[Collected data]
※
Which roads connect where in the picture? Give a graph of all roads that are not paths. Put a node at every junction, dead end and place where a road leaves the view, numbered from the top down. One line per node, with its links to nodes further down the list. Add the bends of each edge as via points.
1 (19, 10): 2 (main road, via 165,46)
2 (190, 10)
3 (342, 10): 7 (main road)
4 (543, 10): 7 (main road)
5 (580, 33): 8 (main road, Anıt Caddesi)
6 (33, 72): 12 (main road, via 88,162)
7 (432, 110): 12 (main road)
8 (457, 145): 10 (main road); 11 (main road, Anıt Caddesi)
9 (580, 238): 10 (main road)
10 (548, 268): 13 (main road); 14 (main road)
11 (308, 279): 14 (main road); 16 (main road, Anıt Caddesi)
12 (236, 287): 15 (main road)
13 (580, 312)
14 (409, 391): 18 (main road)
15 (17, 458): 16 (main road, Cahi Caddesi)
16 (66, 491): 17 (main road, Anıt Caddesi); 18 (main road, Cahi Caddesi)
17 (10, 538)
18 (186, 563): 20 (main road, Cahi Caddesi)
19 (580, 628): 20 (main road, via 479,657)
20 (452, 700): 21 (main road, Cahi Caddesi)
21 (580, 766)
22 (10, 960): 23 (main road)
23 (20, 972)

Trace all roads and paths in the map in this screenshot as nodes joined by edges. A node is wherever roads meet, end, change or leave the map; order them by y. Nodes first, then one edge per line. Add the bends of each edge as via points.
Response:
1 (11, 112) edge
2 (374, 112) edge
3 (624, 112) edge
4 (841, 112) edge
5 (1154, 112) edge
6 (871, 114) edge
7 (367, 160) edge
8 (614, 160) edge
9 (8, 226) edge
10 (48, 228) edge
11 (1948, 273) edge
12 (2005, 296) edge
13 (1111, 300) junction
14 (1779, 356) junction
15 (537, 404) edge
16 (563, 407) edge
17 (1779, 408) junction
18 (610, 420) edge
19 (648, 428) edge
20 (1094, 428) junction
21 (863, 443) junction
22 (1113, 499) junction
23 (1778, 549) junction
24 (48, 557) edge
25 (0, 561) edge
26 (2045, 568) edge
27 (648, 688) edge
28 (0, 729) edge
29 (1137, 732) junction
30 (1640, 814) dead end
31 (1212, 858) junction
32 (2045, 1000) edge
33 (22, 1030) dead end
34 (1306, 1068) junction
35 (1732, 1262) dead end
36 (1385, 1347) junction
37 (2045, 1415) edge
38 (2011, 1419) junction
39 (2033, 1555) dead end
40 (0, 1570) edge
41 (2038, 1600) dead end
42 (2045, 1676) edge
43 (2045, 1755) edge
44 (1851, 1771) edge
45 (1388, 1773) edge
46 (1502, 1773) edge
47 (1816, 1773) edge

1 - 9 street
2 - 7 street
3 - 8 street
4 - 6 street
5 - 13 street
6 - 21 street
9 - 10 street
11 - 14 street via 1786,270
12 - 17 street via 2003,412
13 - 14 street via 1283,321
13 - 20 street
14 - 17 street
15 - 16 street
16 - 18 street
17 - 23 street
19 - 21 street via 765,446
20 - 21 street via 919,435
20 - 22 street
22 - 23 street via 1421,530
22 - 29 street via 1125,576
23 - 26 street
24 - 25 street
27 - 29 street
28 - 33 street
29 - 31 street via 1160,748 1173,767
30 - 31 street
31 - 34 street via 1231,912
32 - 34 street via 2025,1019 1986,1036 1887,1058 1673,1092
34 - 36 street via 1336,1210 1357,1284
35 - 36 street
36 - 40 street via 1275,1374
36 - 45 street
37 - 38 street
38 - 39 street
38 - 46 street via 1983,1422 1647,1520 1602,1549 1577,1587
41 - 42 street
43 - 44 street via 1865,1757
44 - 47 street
※
> _Exercise_
Take the records shown above and output them again exactly.

> _Exercise result_
Which roads connect where in the picture? Give a graph of all roads that are not paths. Put a node at every junction, dead end and place where a road leaves the view, numbered from the top down. One line per node, with its links to nodes further down the list. Add the bends of each edge as via points.
1 (19, 10): 2 (main road, via 165,46)
2 (190, 10)
3 (342, 10): 7 (main road)
4 (543, 10): 7 (main road)
5 (580, 33): 8 (main road, Anıt Caddesi)
6 (33, 72): 12 (main road, via 88,162)
7 (432, 110): 12 (main road)
8 (457, 145): 10 (main road); 11 (main road, Anıt Caddesi)
9 (580, 238): 10 (main road)
10 (548, 268): 13 (main road); 14 (main road)
11 (308, 279): 14 (main road); 16 (main road, Anıt Caddesi)
12 (236, 287): 15 (main road)
13 (580, 312)
14 (409, 391): 18 (main road)
15 (17, 458): 16 (main road, Cahi Caddesi)
16 (66, 491): 17 (main road, Anıt Caddesi); 18 (main road, Cahi Caddesi)
17 (10, 538)
18 (186, 563): 20 (main road, Cahi Caddesi)
19 (580, 628): 20 (main road, via 479,657)
20 (452, 700): 21 (main road, Cahi Caddesi)
21 (580, 766)
22 (10, 960): 23 (main road)
23 (20, 972)

Trace all roads and paths in the map in this screenshot as nodes joined by edges. A node is wherever roads meet, end, change or leave the map; order them by y. Nodes first, then one edge per line. Add the bends of each edge as via points.
Response:
1 (11, 112) edge
2 (374, 112) edge
3 (624, 112) edge
4 (841, 112) edge
5 (1154, 112) edge
6 (871, 114) edge
7 (367, 160) edge
8 (614, 160) edge
9 (8, 226) edge
10 (48, 228) edge
11 (1948, 273) edge
12 (2005, 296) edge
13 (1111, 300) junction
14 (1779, 356) junction
15 (537, 404) edge
16 (563, 407) edge
17 (1779, 408) junction
18 (610, 420) edge
19 (648, 428) edge
20 (1094, 428) junction
21 (863, 443) junction
22 (1113, 499) junction
23 (1778, 549) junction
24 (48, 557) edge
25 (0, 561) edge
26 (2045, 568) edge
27 (648, 688) edge
28 (0, 729) edge
29 (1137, 732) junction
30 (1640, 814) dead end
31 (1212, 858) junction
32 (2045, 1000) edge
33 (22, 1030) dead end
34 (1306, 1068) junction
35 (1732, 1262) dead end
36 (1385, 1347) junction
37 (2045, 1415) edge
38 (2011, 1419) junction
39 (2033, 1555) dead end
40 (0, 1570) edge
41 (2038, 1600) dead end
42 (2045, 1676) edge
43 (2045, 1755) edge
44 (1851, 1771) edge
45 (1388, 1773) edge
46 (1502, 1773) edge
47 (1816, 1773) edge

1 - 9 street
2 - 7 street
3 - 8 street
4 - 6 street
5 - 13 street
6 - 21 street
9 - 10 street
11 - 14 street via 1786,270
12 - 17 street via 2003,412
13 - 14 street via 1283,321
13 - 20 street
14 - 17 street
15 - 16 street
16 - 18 street
17 - 23 street
19 - 21 street via 765,446
20 - 21 street via 919,435
20 - 22 street
22 - 23 street via 1421,530
22 - 29 street via 1125,576
23 - 26 street
24 - 25 street
27 - 29 street
28 - 33 street
29 - 31 street via 1160,748 1173,767
30 - 31 street
31 - 34 street via 1231,912
32 - 34 street via 2025,1019 1986,1036 1887,1058 1673,1092
34 - 36 street via 1336,1210 1357,1284
35 - 36 street
36 - 40 street via 1275,1374
36 - 45 street
37 - 38 street
38 - 39 street
38 - 46 street via 1983,1422 1647,1520 1602,1549 1577,1587
41 - 42 street
43 - 44 street via 1865,1757
44 - 47 street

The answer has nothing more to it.